Thursday, August 14, 2025

Thursday, August 14, 2025

 My big, sad news today is that my brother-in-law Mike Moore passed away this afternoon.  Rene, his twin daughters Angie and Kristin, Randy and a couple of friends were there with them.  He had been suffering from COPD for years and recently was needing oxygen and was restricted to a recliner and the dining room table.  

They all gathered at the boat dock (a favorite hangout) and had a 'watch the sunset' memorial for him last night.  Both Michael Owen Bridge and Michael Owen Moore died from the same disease and on the 13th of the month - kind of a coincidence.

I don't know what arrangements are being made or even if there will be some type of funeral service, but I sure would like to be there for Rene.

I took Joey to the dog park on Tuesday morning and we were way up on top of the hill when a guy and his little dachsund came in. That little dog name Chica game running toward us at high speed and the two ran and played for the next half-hour. That's what I hope for when I go there. Joey slept for about three hours after that.

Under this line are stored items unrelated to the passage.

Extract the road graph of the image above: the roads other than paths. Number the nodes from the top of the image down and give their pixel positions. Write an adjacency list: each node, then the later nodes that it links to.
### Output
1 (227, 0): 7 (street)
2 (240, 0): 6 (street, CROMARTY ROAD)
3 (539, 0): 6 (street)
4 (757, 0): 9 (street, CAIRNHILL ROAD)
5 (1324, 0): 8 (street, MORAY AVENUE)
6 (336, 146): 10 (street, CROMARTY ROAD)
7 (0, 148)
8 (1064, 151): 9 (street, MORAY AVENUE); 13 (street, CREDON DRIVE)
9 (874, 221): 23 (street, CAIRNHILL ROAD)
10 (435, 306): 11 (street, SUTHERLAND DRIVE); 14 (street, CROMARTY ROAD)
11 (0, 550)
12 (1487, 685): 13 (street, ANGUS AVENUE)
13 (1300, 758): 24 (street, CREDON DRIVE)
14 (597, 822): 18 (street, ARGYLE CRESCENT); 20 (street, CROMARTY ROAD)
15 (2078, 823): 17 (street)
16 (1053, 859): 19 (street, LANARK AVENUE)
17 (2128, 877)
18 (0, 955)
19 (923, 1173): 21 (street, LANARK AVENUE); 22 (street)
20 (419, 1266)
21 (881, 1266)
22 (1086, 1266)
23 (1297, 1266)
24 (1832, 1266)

Today was busy - starting with a Silver Sneakers workout - my first.  I had a hard time following the dance moves but will keep trying as it seems kind of fun.  I really need to work at taking off a few pounds that I have gained from the danged Prednisone and seizure meds and my awful eating habits. I am hungry all of the time and have not been making good choices - pizza, bread, and just too much and too often.  

I had a nice facetime call with Jim Bucko, a trip to Costco to have my tires rotated, I then got the news about Mike and was texting back and forth with siblings.  

I also had a phone conversation with my long-lost brother, Russell, the youngest - to give him the news.  His choices in life have not been good and he lives a miserable homeless life in Madison.  It has been a long time since we talked and he cried, misses family, and said his life sucks but blames nobody but himself.  He described the shelter as 300 beds packed into a large building with filthy bathrooms and the noise of that many people in the same situation as him.  My parting words, just before he ran out of minutes was that I loved him and he could choose to take the drastic route and go to detox and rehab - probably the only way he will ever find a home.

I also had a very nice, long conversation with Tom.  Its been a while so we had lots to talk about - mostly updates on my danged health issues. We agreed that it would be nice to see each other again and will try to come up with a plan to make that work.